To state a claim under § 1983, a plaintiff must allege two essential elements: (1) that a right secured by the Constitution or laws of the United States was violated and (2) that the alleged violation was committed by a person acting under the color of state law. See West v. Atkins, 487 U.S. 42, 48 (1988); Ketchum v. Alameda Cnty., 811 F.2d 1243, 1245 (9th Cir. 1987).

A complaint must contain "a short and plain statement of the claim showing that the pleader is entitled to relief . . . ." Fed. R. Civ. P. 8(a)(2). Detailed factual allegations are not required, but "[t]hreadbare recitals of the elements of a cause of action, supported by mere conclusory statements, do not suffice." Ashcroft v. Iqbal, 556 U.S. 662, 678 (2009), citing Bell Atlantic Corp. v. Twombly, 550 U.S. 544, 555 (2007). Plaintiff must set forth "sufficient factual matter, accepted as true, to state a claim that is plausible on its face." Id. Facial plausibility demands more than the mere possibility that a defendant committed misconduct and, while factual allegations are accepted as true, legal conclusions are not. Id. at 667-68.

IV. PLAINTIFF'S ALLEGATIONS

Plaintiff, a prisoner housed at the California Substance Abuse and Treatment Facility in Corcoran, California ("CSATF"), is a practitioner of Asatru/Odinism, an "earth-based," polytheistic religion originating in Northern Europe several thousand years ago.

Plaintiff names as Defendants (1) Beard, California Department of Corrections and Rehabilitation ("CDCR") Director, (2) Stainer, CDCR Division of Adult Institutions Director, (3) Sherman, CSATF Warden, and (4) Braggs, CSATF Community Partnership Manager.

According to Plaintiff, "[o]utdoor worship utilizing a fire pit and specific facilities, [including an altar and a circle of stones] is a central part of Asatru, and the religion cannot be practiced without it." Fire plays an important role in the blot, which is a monthly Odinist ceremony in which "food, drink, and/or objects" are sacrificed to the deities.

Plaintiff does not dispute that CSATF has "pagan grounds" designated for outdoor worship and available for his use. (ECF No. 34, at 24.) Pursuant to a 2010 memorandum entitled "Pagan Grounds," signed by Defendant Sherman's predecessor, Ralph Diaz, outdoor worship areas were designated on each yard. (Id., at 25.) This area is not permanently separated from the rest of the yard, but is "zoned off by using orange cones"during times of worship, (Id., at 24.) The pagan grounds are available for use by all "other religious faith groups," including Odinists. (Id.)

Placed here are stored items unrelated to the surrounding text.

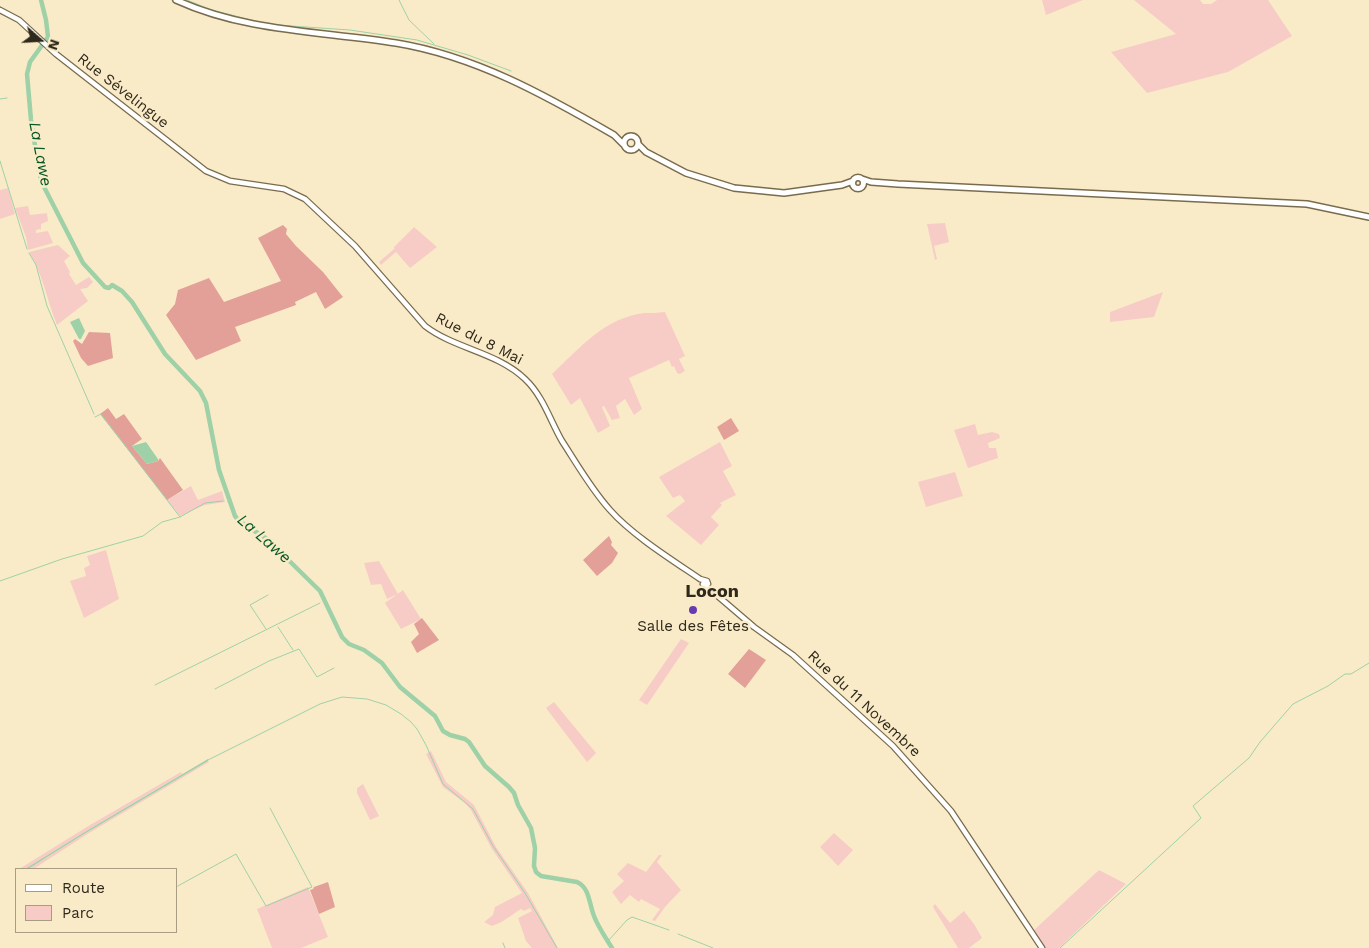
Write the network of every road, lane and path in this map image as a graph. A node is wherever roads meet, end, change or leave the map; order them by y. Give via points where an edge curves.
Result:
1 (176, 0) edge
2 (0, 10) edge
3 (614, 135) junction
4 (627, 137) junction
5 (623, 144) junction
6 (638, 144) junction
7 (635, 150) junction
8 (646, 152) junction
9 (862, 179) junction
10 (853, 180) junction
11 (236, 183) joint
12 (879, 183) junction
13 (842, 185) junction
14 (863, 186) junction
15 (853, 187) junction
16 (1369, 217) edge
17 (705, 583) joint
18 (1042, 948) edge

1 - 3 main road via 242,23 373,39 445,53 524,85
2 - 11 main road, Rue Sévelingue via 16,17 44,44 199,166
3 - 4 main road
3 - 5 main road
4 - 5 main road
4 - 6 main road via 635,137
5 - 7 main road via 627,150
6 - 7 main road
6 - 8 main road
7 - 8 main road
8 - 13 main road via 686,173 734,188 784,193
9 - 10 main road
9 - 12 main road
9 - 14 main road
10 - 13 main road
10 - 15 main road
11 - 17 main road, Rue du 8 Mai via 273,187 301,196 349,240 425,326 495,359 522,376 535,390 562,439 610,510 634,533
12 - 14 main road
12 - 16 main road via 1307,204
13 - 15 main road
14 - 15 main road
17 - 18 main road, Rue du 11 Novembre via 754,627 805,665 887,739 951,810

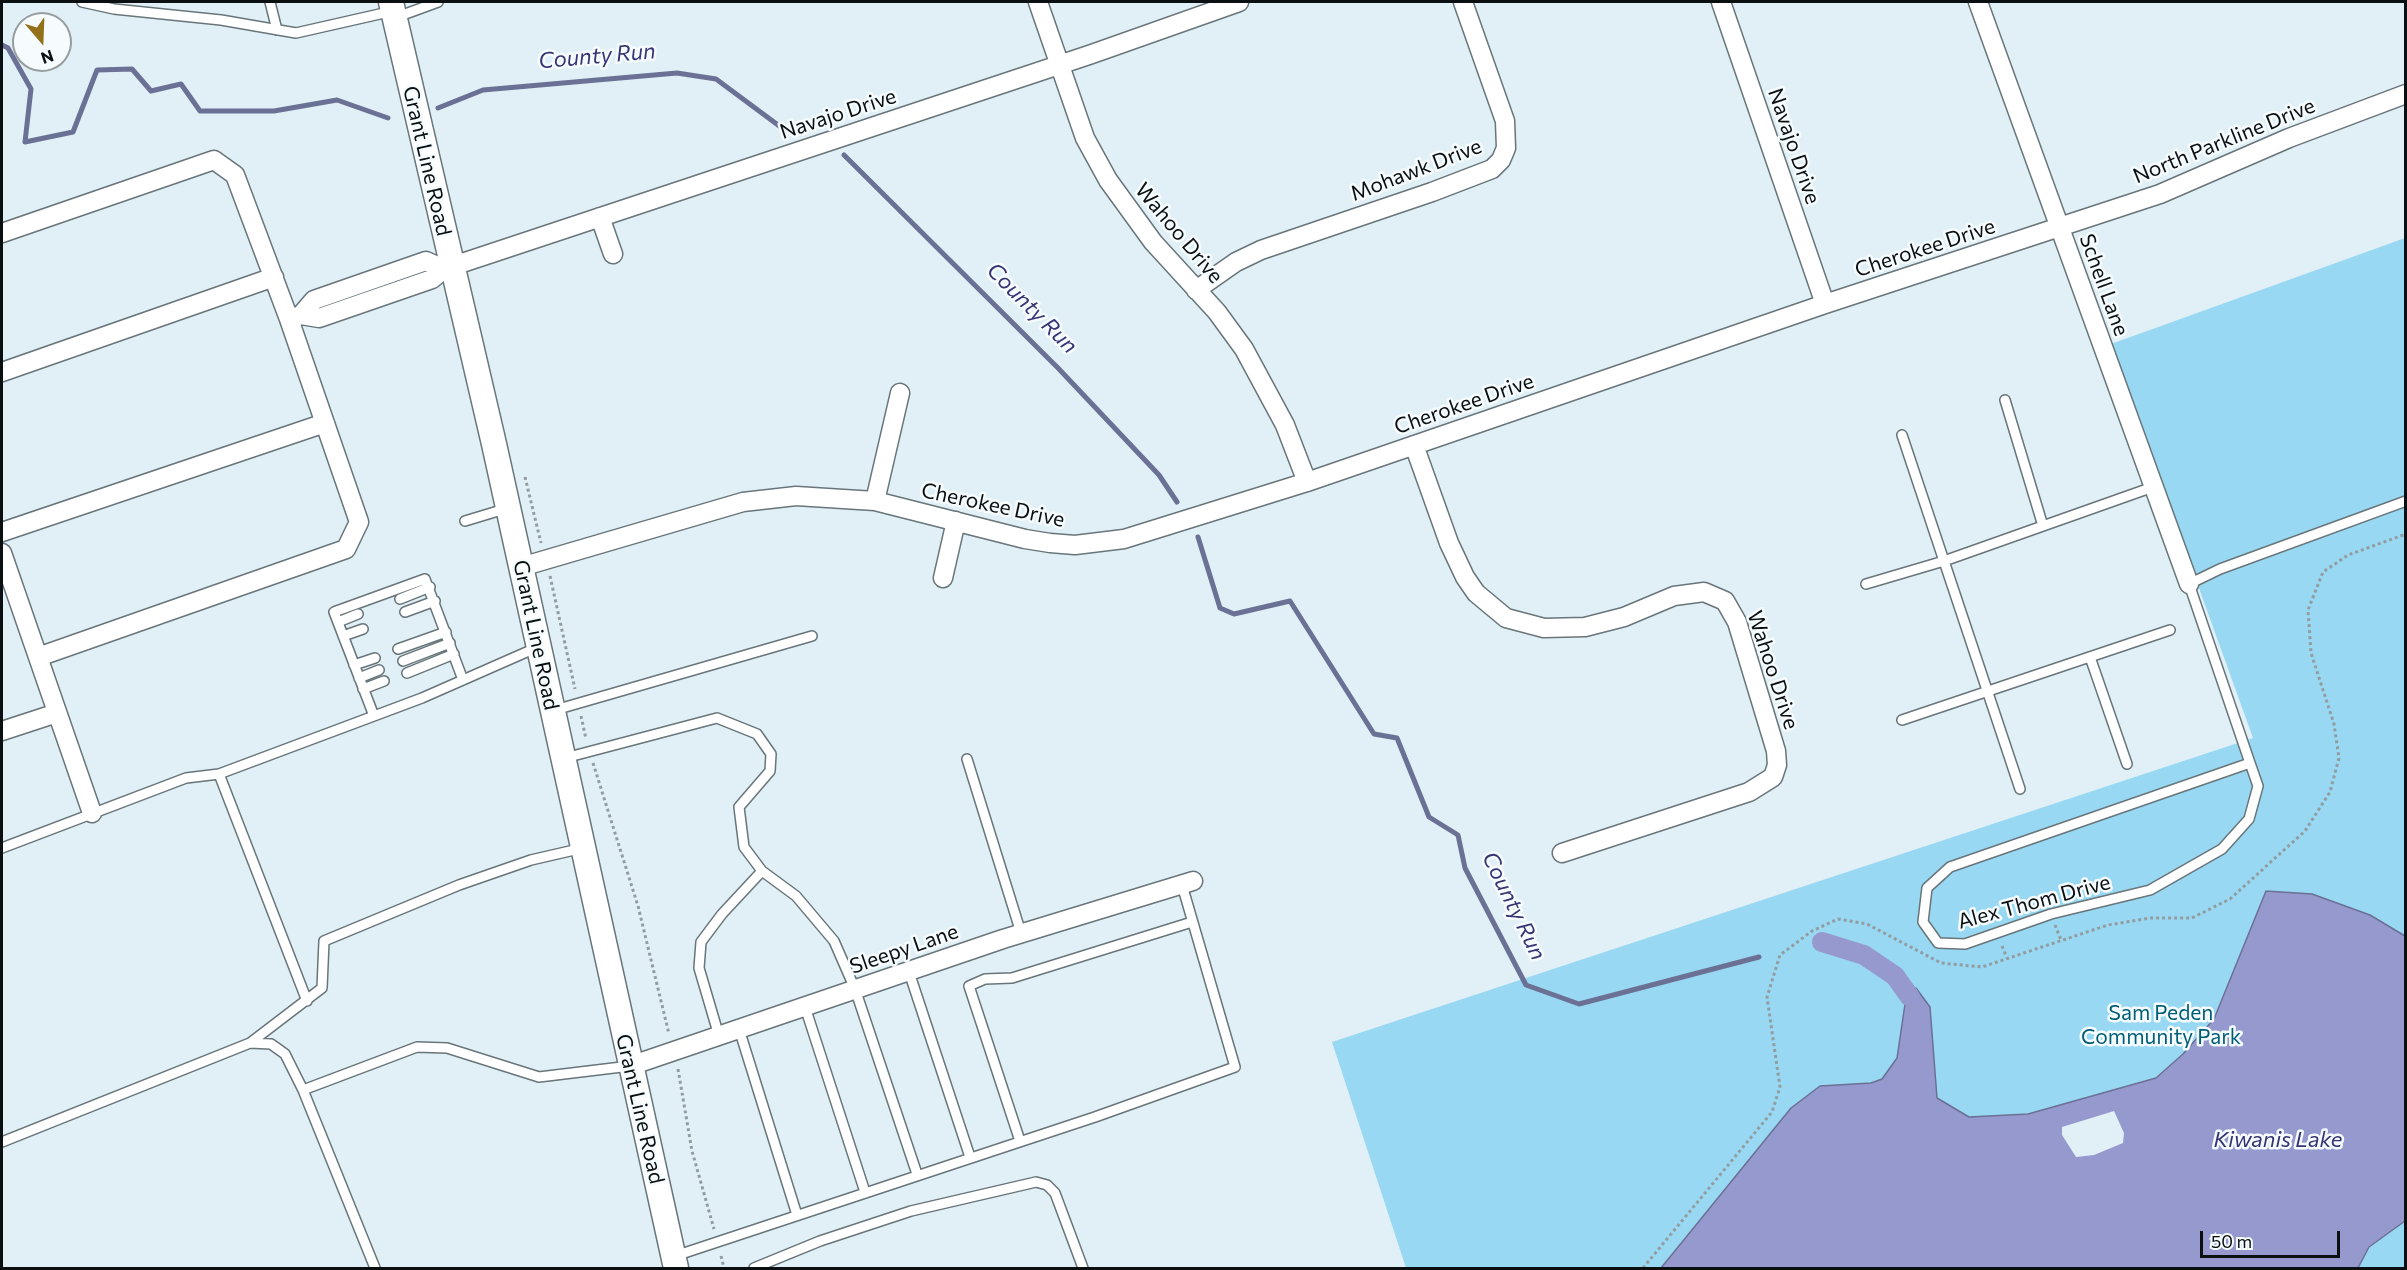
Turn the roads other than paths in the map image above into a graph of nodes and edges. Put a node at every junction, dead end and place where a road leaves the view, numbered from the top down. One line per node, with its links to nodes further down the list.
1 (82, 2): 11 (lane)
2 (146, 2): 11 (lane)
3 (270, 2): 12 (lane)
4 (438, 2): 10 (lane)
5 (1038, 2): 13 (street, Wahoo Drive)
6 (1239, 2): 13 (street, Navajo Drive)
7 (1463, 2): 21 (street, Mohawk Drive)
8 (1721, 2): 22 (street, Navajo Drive)
9 (1978, 2): 16 (street, Schell Lane)
10 (393, 10): 12 (lane); 19 (main road, Grant Line Road)
11 (146, 12): 12 (lane)
12 (277, 30)
13 (1059, 65): 15 (street, Navajo Drive); 21 (street, Wahoo Drive)
14 (2406, 94): 16 (street, North Parkline Drive)
15 (600, 217): 18 (street); 19 (street, Navajo Drive)
16 (2059, 228): 22 (street, Cherokee Drive); 31 (street, Schell Lane)
17 (2, 233): 20 (street)
18 (613, 254)
19 (447, 268): 23 (street, Navajo Drive); 34 (main road, Grant Line Road)
20 (274, 277): 23 (street); 24 (street)
21 (1196, 290): 30 (street, Wahoo Drive)
22 (1825, 304): 29 (street, Cherokee Drive)
23 (295, 317): 27 (street)
24 (2, 372)
25 (900, 393): 32 (street)
26 (2005, 400): 37 (lane)
27 (324, 423): 38 (street); 60 (street)
28 (1902, 435): 40 (lane)
29 (1414, 445): 30 (street, Cherokee Drive); 86 (street, Wahoo Drive)
30 (1307, 482): 36 (street, Cherokee Drive)
31 (2153, 487): 37 (lane); 44 (street, Schell Lane)
32 (875, 501): 36 (street, Cherokee Drive); 41 (street, Cherokee Drive)
33 (2406, 501): 44 (lane)
34 (508, 508): 35 (lane); 41 (main road, Grant Line Road)
35 (465, 521)
36 (956, 521): 42 (street)
37 (2043, 526): 40 (lane)
38 (2, 532)
39 (2, 554): 60 (street)
40 (1944, 561): 43 (lane); 71 (lane)
41 (521, 567): 57 (main road, Grant Line Road)
42 (943, 578)
43 (1866, 584)
44 (2189, 584): 79 (lane, Alex Thom Drive)
45 (430, 587): 46 (lane); 47 (lane); 50 (lane)
46 (400, 598)
47 (435, 601): 48 (lane); 53 (lane)
48 (405, 612)
49 (358, 614): 50 (lane)
50 (338, 622): 54 (lane)
51 (363, 629): 54 (lane)
52 (2170, 630): 61 (lane)
53 (446, 632): 56 (lane); 58 (lane)
54 (343, 636): 64 (lane)
55 (812, 636): 72 (lane)
56 (450, 643): 59 (lane); 63 (lane)
57 (538, 647): 68 (lane); 72 (main road, Grant Line Road)
58 (398, 649)
59 (454, 654): 66 (lane); 68 (lane)
60 (38, 657): 73 (street)
61 (2090, 657): 71 (lane); 80 (lane)
62 (375, 658): 64 (lane)
63 (402, 661)
64 (354, 665): 67 (lane)
65 (379, 670): 67 (lane)
66 (407, 673)
67 (359, 678): 70 (lane)
68 (463, 680): 74 (lane)
69 (384, 681): 70 (lane)
70 (363, 690): 74 (lane)
71 (1988, 693): 75 (lane); 82 (lane)
72 (552, 711): 77 (main road, Grant Line Road)
73 (57, 713): 76 (street); 83 (street)
74 (374, 716): 81 (lane)
75 (1902, 720)
76 (2, 731)
77 (563, 759): 85 (main road, Grant Line Road); 87 (lane)
78 (967, 759): 90 (lane)
79 (2250, 763): 79 (lane, Alex Thom Drive)
80 (2127, 764)
81 (219, 774): 83 (lane); 93 (lane)
82 (2020, 789)
83 (92, 813): 84 (lane)
84 (2, 848)
85 (583, 848): 93 (lane); 98 (main road, Grant Line Road)
86 (1562, 853)
87 (762, 872): 92 (lane); 96 (lane)
88 (1187, 883): 89 (lane); 90 (street, Sleepy Lane)
89 (1192, 922): 100 (lane); 100 (lane)
90 (1021, 933): 91 (street, Sleepy Lane)
91 (909, 972): 92 (street, Sleepy Lane); 102 (lane)
92 (855, 989): 94 (street, Sleepy Lane); 103 (lane)
93 (307, 1001): 97 (lane)
94 (805, 1007): 95 (street, Sleepy Lane); 104 (lane)
95 (739, 1029): 96 (street, Sleepy Lane); 105 (lane)
96 (719, 1036): 98 (street, Sleepy Lane)
97 (250, 1043): 99 (lane); 101 (lane)
98 (630, 1066): 99 (lane); 106 (main road, Grant Line Road)
99 (303, 1090): 107 (lane)
100 (1020, 1141): 102 (lane)
101 (2, 1142)
102 (970, 1157): 103 (lane)
103 (917, 1174): 104 (lane)
104 (865, 1192): 105 (lane)
105 (797, 1215): 106 (lane)
106 (675, 1262)
107 (375, 1269)
108 (754, 1269): 109 (lane)
109 (1083, 1269)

Plaintiff filed a grievance outlining his dissatisfaction with the existing pagan grounds and with a 2012 memorandum signed by Defendant Stainer's predecessor, Kathleen Dickinson, which prohibits the establishment of new worship areas. Plaintiff's primary objection to the pagan grounds is that they lack a fire pit, an altar, and a circle of stones.

Plaintiff's grievance was partially granted at the first level by Defendant Braggs' predecessor, Cote, noting that "an outdoor area has previously been designated for religious faith groups to worship outdoors," and that if Plaintiff wished to use "the outside worship area already in place, [he could] do so by making arrangements" with the chaplain. (ECF No. 18, at 11.) At the second and third level of review, reviewers cited the 2012 memorandum prohibiting construction of new religious grounds, and denied Plaintiff's request for a separate worship area.

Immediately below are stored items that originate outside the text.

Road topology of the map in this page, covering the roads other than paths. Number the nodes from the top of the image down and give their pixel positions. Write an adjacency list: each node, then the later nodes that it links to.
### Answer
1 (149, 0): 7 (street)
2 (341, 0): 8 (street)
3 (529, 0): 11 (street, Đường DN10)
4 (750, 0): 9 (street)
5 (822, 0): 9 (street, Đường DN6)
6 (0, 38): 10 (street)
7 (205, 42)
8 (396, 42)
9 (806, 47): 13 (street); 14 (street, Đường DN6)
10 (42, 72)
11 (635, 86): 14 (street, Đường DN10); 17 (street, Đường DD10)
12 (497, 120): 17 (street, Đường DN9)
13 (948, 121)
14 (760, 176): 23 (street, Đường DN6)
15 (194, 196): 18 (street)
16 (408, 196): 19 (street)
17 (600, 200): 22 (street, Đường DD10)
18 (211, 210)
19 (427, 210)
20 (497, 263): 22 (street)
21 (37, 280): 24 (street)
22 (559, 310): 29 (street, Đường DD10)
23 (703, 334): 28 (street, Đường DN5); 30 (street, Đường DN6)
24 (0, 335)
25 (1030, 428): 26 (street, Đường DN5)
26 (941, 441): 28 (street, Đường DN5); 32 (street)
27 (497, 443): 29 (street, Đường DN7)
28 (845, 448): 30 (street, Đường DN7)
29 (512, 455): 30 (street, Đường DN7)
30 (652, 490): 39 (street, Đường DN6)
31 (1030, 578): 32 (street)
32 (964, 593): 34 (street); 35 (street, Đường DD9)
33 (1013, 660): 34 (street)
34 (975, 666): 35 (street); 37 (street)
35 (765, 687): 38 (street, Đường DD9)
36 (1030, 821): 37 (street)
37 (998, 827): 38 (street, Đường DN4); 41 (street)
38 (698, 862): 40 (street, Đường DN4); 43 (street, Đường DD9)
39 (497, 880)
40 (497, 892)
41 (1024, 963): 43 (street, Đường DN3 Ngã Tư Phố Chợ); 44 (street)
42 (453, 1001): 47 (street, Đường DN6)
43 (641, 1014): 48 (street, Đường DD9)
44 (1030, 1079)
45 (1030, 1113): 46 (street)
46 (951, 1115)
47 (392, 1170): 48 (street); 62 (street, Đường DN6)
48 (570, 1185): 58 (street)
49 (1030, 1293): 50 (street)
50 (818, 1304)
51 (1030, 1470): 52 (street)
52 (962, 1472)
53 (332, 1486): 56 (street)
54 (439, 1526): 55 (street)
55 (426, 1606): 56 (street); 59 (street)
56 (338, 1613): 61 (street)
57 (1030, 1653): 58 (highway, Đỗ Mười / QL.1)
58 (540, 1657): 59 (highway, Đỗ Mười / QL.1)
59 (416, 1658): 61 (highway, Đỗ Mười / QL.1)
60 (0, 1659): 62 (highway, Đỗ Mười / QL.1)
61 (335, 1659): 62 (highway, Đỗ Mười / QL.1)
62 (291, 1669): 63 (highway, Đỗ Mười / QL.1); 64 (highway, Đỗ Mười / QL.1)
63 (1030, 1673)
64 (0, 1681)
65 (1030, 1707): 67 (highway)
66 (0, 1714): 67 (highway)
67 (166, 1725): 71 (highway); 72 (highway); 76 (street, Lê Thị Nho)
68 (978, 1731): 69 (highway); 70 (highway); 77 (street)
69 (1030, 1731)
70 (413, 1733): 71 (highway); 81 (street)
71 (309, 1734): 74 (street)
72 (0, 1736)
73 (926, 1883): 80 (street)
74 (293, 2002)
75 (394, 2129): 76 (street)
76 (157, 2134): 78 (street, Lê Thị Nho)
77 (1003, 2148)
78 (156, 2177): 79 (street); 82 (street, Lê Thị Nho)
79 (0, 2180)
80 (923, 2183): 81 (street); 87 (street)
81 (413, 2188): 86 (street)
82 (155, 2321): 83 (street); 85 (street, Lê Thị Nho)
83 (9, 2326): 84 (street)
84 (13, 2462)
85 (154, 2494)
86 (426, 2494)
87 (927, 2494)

The Native Americans at CSATF have separate ceremonial worship grounds that include a fire pit. Plaintiff alleges that the Native Americans are "the sole religion which has been granted these accommodations" and that he does not have access to the Native American worship area.

However, Plaintiff objects to sharing an outdoor worship space with other faiths, specifically Native Americans, because "that would transgress against their deities and his deities." (ECF No. 18, at 4). He includes background materials on Asatru which elaborate on the importance of having "sacred land" for outdoor worship that is "secure from trespassers." (ECF No. 18, at 29). The materials claim it is "imperative to Asatru worship that such sacred places be used only by the Asatru worshippers" because "by sharing land, we are creating an environment of confusion and loss of focus for not only ourselves, but those spirits that we are calling upon to partake in the ritual with us." (ECF No. 18, at37.)

Therefore, Plaintiff alleges it is "unfeasible" for him to share the Native Americans' worship ground. Plaintiff specifies that he is suing Defendants in their official capacities and requests a permanent injunction ordering Defendants to construct a separate worship area, including a fire pit, for the exclusive use of Odinists.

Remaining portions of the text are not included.